For centuries, experts thought recovery from spinal injury paralysis could never surpass progress made during the first six months following injury. Now, the latest of three recent studies might prove them wrong.

The study appears in the journal Nature, along with a companion study in Nature Neuroscience.

The two previous studies appeared in Nature Medicine and The New England Journal of Medicine.

Three patients with partial or complete lower-limb paralysis can now walk with support thanks to electrical epidural stimulation, or EES, applied to the surface of their spinal cords.

All three patients had received their injuries years earlier.

With rehabilitation, the patients eventually regained voluntary leg movement even without EES, but whether that means the brain and spinal cord had restored neural links remains to be seen.
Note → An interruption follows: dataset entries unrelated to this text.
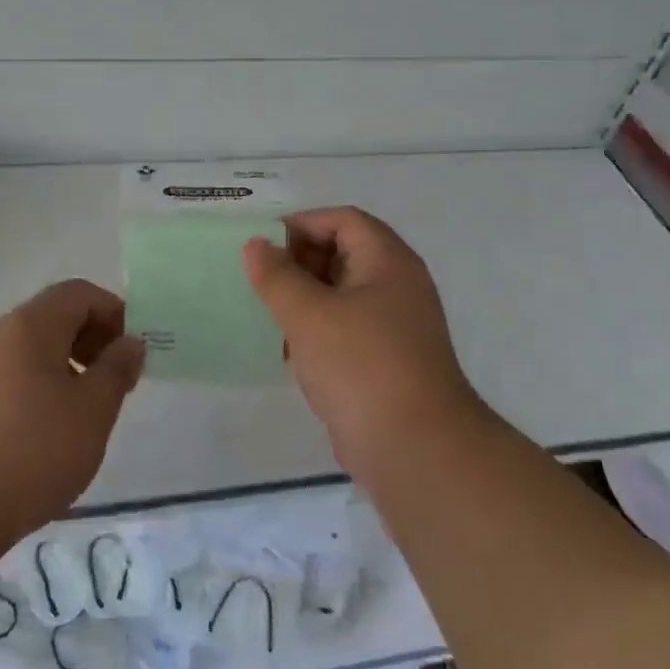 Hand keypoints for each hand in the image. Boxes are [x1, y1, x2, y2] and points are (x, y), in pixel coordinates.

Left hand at [0, 279, 145, 538]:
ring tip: (83, 413)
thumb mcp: (93, 410)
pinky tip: (45, 431)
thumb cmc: (32, 450)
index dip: (114, 313)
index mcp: (31, 325)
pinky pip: (10, 376)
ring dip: (66, 367)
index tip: (131, 354)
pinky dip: (38, 387)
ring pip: (31, 349)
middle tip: (114, 384)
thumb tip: (130, 342)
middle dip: (92, 341)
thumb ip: (117, 368)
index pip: (79, 293)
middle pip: (54, 317)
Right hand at [244, 207, 484, 480]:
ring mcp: (392, 326)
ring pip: (341, 295)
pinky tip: (284, 347)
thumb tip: (255, 245)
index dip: (301, 224)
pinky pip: (344, 330)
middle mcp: (396, 286)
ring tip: (263, 310)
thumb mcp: (310, 315)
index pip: (343, 221)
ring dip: (303, 298)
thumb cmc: (361, 366)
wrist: (413, 447)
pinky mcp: (383, 361)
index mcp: (388, 262)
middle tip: (258, 279)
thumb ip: (278, 276)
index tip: (261, 244)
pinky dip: (315, 330)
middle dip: (298, 262)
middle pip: (343, 254) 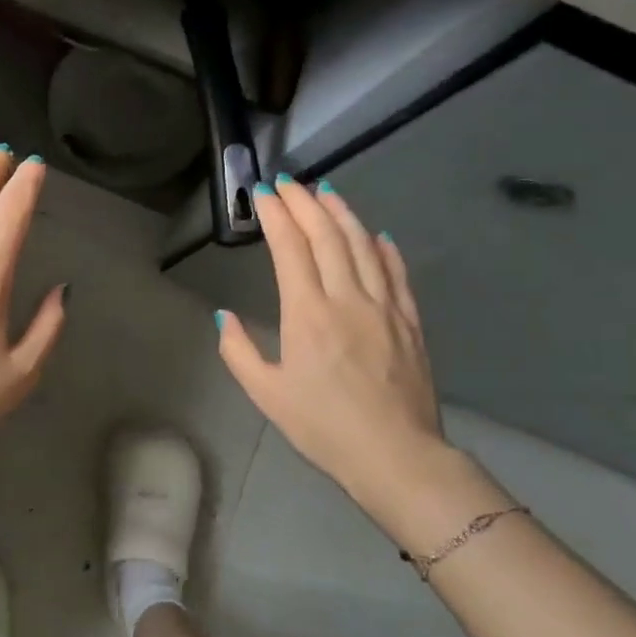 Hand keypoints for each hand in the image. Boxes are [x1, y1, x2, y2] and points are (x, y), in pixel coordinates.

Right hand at [215, 177, 488, 541]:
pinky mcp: (409, 320)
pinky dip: (383, 247)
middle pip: (327, 235)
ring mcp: (384, 306)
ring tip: (326, 191)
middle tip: (288, 182)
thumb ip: (239, 352)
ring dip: (342, 213)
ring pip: (363, 244)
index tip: (263, 193)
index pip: (290, 248)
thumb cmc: (322, 426)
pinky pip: (396, 272)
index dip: (276, 215)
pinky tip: (375, 235)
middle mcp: (347, 298)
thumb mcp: (266, 394)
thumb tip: (225, 317)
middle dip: (304, 202)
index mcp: (308, 313)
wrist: (395, 454)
Co-author Grégoire Courtine of the Swiss Federal Institute of Technology in Lausanne emphasized the importance of timing, both in the electrical stimulation process and in its future uses on patients:

"The key will be to apply this type of optimized technology very early after the spinal cord injury, when the potential for growth of new nerve connections is more pronounced, the neuromuscular system has not yet undergone all the atrophy that follows chronic paralysis, and you have not lost what it means to walk."

Three patients with partial or complete lower-limb paralysis
Jean-Baptiste Mignardot/EPFL
Three patients with partial or complete lower-limb paralysis can now walk with support thanks to electrical epidural stimulation, or EES, applied to the surface of their spinal cords.

Previous EES trials have proven less successful in humans than in animals, possibly because they used a continuous neural signal that collided with neural messages from the lower body. Such noise could have interfered with how the human subjects sensed the position of parts of their body.

The new approach eliminated the interference by instead pulsing signals in rhythm with the subject's nervous system.

Regarding future research, Courtine said moving the technique forward will mean going bigger.

"Academically, we're going to be stuck. This field has moved forward very rapidly, I would say, and it is time to take it to a more global level."

Courtine plans to move trials into Europe and America over the next five years, and to continue improving the precision on the technology.